Da anni e anni capita di incrociare quei quadri di bambine e bambini dagli occhi troppo grandi, vuoti e oscuri, senza fondo e senza sguardo, buchi neri come volessero risucchiarci dentro. Ci seguono e un po' ci perseguitano. Vogliono catturare i nostri sguardi, rubarceli, loro che non ne hanno.
Adesso Tim Burton ci racconta la storia dell'artista (artista?) e pittrice (pittrice?) che li dipingeva (e continua a dipingerli...) e del suo secondo marito che ha fatto credere a tutti di essere lui l'autore, il pittore, l'inventore di quegli occhi.
La vera pittrice, nata nel 1927, vero nome Peggy Doris Hawkins, diventata Margaret Ulbrich con il primo matrimonio, poi Margaret Keane con il secondo, è stata sempre zitta, anni e anni, a dipingere nell'ombra, una shadow painter ubbidiente e nascosta: «People don't take women's art seriously» (siamo negli anni Sessanta). Lei dipingeva, lui si spacciava per l'autore e controllava la commercializzazione; lui, Walter Keane, si attribuiva la paternità dei quadri. «I'm Keane, you're Keane, from now on we're one and the same».
Lui vendeva e svendeva gli occhioni dei ragazzi tristi e delle bambine slavate, infiniti replicanti di se stessi; lui riusciva a far dire nientemeno a Andy Warhol che se quei quadri (!) - così kitsch, così pacchiani, così fasulli, così ripetitivi, grondanti un sentimentalismo da due soldi – se quei quadri (?) avevano tutto quel successo e piacevano così tanto a tanti allora voleva dire che non erano poi così brutti... Piacevano anche, per fare un nome, a Joan Crawford che ne mise due in Che fine ha fatto Baby Jane? e sulla copertina della sua autobiografia usò il ritratto che Margaret/Walter le fece(ro).
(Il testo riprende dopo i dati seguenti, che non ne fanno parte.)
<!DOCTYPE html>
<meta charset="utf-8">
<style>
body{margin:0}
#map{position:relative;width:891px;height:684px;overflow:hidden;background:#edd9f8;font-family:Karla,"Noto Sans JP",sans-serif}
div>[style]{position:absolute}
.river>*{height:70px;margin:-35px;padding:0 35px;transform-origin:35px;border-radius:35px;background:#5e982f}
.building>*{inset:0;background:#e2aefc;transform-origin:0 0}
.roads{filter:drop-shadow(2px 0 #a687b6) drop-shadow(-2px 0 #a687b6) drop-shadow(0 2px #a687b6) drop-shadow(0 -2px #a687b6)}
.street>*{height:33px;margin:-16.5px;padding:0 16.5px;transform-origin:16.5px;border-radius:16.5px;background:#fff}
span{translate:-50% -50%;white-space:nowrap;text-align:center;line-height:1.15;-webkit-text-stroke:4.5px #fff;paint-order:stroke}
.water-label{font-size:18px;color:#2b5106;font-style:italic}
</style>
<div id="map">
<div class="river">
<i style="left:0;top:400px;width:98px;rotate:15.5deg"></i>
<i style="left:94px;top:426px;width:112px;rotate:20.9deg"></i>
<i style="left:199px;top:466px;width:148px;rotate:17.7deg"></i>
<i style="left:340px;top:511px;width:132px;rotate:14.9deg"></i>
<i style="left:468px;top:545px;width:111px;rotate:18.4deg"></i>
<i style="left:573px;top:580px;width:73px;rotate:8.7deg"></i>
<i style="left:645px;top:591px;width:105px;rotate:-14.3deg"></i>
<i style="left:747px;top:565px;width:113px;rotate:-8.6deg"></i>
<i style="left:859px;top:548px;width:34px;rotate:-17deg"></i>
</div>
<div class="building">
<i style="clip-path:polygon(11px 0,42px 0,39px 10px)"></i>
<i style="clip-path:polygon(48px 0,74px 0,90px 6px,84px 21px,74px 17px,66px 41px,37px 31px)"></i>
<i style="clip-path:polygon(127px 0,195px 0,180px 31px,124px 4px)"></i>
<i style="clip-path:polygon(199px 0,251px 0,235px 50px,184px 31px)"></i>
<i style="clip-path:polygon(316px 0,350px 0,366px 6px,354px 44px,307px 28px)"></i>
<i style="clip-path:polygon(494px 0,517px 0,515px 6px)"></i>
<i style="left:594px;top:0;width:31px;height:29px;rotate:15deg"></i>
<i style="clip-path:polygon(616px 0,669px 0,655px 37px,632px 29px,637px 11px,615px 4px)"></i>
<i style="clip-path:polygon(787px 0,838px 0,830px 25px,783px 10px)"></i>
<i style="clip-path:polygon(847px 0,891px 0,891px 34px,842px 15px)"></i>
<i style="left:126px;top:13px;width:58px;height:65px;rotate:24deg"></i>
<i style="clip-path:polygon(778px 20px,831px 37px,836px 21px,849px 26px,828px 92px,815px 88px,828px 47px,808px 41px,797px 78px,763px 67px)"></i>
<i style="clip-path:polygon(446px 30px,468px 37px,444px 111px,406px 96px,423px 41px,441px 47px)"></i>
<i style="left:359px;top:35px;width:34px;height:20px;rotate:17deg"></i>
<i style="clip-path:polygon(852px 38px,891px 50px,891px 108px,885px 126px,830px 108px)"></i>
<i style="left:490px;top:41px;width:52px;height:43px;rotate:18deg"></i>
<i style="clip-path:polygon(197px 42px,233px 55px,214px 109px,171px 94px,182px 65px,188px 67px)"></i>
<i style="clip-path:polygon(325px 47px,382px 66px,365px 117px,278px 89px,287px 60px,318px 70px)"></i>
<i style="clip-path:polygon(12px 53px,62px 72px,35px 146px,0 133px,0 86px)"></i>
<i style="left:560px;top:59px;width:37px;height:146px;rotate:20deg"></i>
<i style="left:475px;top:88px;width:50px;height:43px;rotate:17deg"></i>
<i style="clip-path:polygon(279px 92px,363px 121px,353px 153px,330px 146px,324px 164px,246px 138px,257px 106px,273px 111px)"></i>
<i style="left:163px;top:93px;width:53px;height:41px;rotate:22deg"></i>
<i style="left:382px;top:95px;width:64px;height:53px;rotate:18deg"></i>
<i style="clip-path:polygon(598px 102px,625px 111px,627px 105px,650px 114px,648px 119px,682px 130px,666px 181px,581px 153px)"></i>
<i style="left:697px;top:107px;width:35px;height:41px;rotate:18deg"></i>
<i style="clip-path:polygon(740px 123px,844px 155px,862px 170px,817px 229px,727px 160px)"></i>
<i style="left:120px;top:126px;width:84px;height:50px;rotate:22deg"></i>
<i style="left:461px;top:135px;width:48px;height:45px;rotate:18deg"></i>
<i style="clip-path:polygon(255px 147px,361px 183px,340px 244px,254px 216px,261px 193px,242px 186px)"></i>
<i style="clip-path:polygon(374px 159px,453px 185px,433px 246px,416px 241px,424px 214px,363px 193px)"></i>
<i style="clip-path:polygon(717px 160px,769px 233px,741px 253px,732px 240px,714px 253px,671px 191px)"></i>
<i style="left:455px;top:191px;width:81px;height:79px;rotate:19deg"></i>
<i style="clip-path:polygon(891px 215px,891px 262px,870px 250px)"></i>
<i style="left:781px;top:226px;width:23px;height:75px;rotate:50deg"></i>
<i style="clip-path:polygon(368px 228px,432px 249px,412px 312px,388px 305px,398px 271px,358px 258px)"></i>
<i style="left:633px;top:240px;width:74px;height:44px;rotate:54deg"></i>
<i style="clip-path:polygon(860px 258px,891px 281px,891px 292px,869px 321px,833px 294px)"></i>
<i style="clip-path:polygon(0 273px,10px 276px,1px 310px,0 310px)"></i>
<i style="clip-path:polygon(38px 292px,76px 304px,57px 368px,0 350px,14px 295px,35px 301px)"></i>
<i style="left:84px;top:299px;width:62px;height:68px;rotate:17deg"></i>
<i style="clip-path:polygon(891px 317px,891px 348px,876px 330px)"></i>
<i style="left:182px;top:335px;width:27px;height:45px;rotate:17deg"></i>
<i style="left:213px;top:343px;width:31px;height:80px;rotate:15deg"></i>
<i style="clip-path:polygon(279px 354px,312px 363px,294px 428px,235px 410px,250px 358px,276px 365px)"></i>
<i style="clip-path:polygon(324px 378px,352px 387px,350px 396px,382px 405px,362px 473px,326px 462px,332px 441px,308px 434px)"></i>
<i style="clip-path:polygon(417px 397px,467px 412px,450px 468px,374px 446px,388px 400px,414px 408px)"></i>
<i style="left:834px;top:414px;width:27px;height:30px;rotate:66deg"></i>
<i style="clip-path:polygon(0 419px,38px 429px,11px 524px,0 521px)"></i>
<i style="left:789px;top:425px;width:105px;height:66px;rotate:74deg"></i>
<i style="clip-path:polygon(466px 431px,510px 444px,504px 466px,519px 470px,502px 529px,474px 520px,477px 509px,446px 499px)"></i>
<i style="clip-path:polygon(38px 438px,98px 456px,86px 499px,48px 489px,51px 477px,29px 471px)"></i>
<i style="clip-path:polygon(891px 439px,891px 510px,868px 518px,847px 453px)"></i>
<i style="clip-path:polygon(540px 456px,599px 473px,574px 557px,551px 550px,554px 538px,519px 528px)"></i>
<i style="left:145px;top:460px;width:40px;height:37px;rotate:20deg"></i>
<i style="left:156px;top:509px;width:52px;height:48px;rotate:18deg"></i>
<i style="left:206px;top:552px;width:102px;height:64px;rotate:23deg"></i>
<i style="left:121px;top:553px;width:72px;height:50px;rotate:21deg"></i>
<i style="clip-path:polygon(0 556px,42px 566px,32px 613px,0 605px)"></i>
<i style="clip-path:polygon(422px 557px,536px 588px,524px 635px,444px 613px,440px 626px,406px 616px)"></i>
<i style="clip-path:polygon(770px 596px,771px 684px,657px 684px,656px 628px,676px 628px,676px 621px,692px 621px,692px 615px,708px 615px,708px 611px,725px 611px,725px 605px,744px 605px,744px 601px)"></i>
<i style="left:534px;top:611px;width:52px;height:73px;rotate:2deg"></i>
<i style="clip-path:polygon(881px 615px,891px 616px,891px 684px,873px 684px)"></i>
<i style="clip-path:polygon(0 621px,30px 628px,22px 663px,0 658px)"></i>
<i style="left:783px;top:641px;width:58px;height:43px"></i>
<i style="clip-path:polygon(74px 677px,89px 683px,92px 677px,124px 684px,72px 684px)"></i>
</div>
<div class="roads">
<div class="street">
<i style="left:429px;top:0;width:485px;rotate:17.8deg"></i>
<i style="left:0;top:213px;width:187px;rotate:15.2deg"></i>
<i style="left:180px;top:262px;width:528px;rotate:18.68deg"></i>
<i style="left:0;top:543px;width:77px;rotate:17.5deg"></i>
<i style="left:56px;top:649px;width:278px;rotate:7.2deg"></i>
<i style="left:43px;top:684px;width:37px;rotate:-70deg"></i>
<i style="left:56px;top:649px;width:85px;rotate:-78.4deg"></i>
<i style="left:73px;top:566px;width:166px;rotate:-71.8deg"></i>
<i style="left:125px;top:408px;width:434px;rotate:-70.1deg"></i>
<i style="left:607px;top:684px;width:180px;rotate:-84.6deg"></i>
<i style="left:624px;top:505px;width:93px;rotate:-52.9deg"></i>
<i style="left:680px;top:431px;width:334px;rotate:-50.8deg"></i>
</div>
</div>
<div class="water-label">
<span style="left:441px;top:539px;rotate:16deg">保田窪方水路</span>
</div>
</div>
Tempi di cambiamenti per Tim Burton: si separa da Helena Bonham Carter e in questo Big Eyes sembra voglia in qualche modo separarsi da quel che era. Separarsi con una certa cautela, provare a vedere se può prendere cinematograficamente altre strade. I suoi ultimi film non erano convincenti, era in surplace, lì a cercare di rivitalizzare il suo mondo, ormai troppo strizzato, con un barbiere sanguinario, un'Alice poco azzeccata, qualche vampiro. Il suo mondo gotico andava spegnendosi.
Non è che questo Big Eyes valga come una resurrezione, ma la voglia di usare altre tonalità, altri colori, un'altra tavolozza c'è. Non tanto perché il film riguarda l'essere artisti, o perché guarda a quest'arte come a una frode bella e buona, o perché mette in scena un personaggio molto warholiano che vuole a tutti i costi avere non solo un quarto d'ora di celebrità ma anni di fama a scapito della moglie. Non è questione di temi. Piuttosto, Burton, che si affida all'istrionismo caricato di Christopher Waltz gigione e falso che più non si può, lavora qui con più luce, più vivacità, con toni pop, come non volesse più abitare nei suoi usuali mondi oscuri. Come li dichiarasse estinti. Come volesse anche lui come Margaret smetterla di nascondersi nel buio.
Forse, Burton non crede più alle favole. Non che si senta già al sicuro in questa nuova vita: il film è sbilanciato, non appoggia su fondamenta solide, ha anch'esso gli occhi vuoti, è una dichiarazione di cambiamento di direzione senza sapere bene quale sia. In quegli occhi spenti Burton ci mette un po' se stesso: si vede riflesso in quel buio. Fa dire a Terence Stamp, nella parte di un critico che trova insopportabili i volti dei bambini, che l'arte, anche il cinema, sta da altre parti, che quella roba è solo "an infinity of kitsch”.
Burton, forse, vuole reimparare l'arte e metterla da altre parti. Bisogna verificare in altri, prossimi film. Tim Burton, per adesso, si è – finalmente – perduto. In questo film sembra smarrito come Margaret, Amy Adams. Sembra usare occhi che non vedono. Gli tornerà la vista? Un'altra vista?
Big Eyes, è l’incredibile storia vera di una delle più leggendarie frodi artistiche della storia. A cavallo tra gli anni cinquanta e sessanta, il pittore Walter Keane raggiunse un enorme e inaspettato successo, rivoluzionando la commercializzazione dell’arte con i suoi enigmatici ritratti di bambini dai grandi occhi. Finché non emerse una verità tanto assurda quanto sconvolgente: i quadri, in realtà, non erano opera di Walter ma di sua moglie, Margaret. A quanto pare, la fortuna dei Keane era costruita su un’enorme bugia, a cui tutto il mondo aveva creduto: una storia così incredibile da sembrare inventata.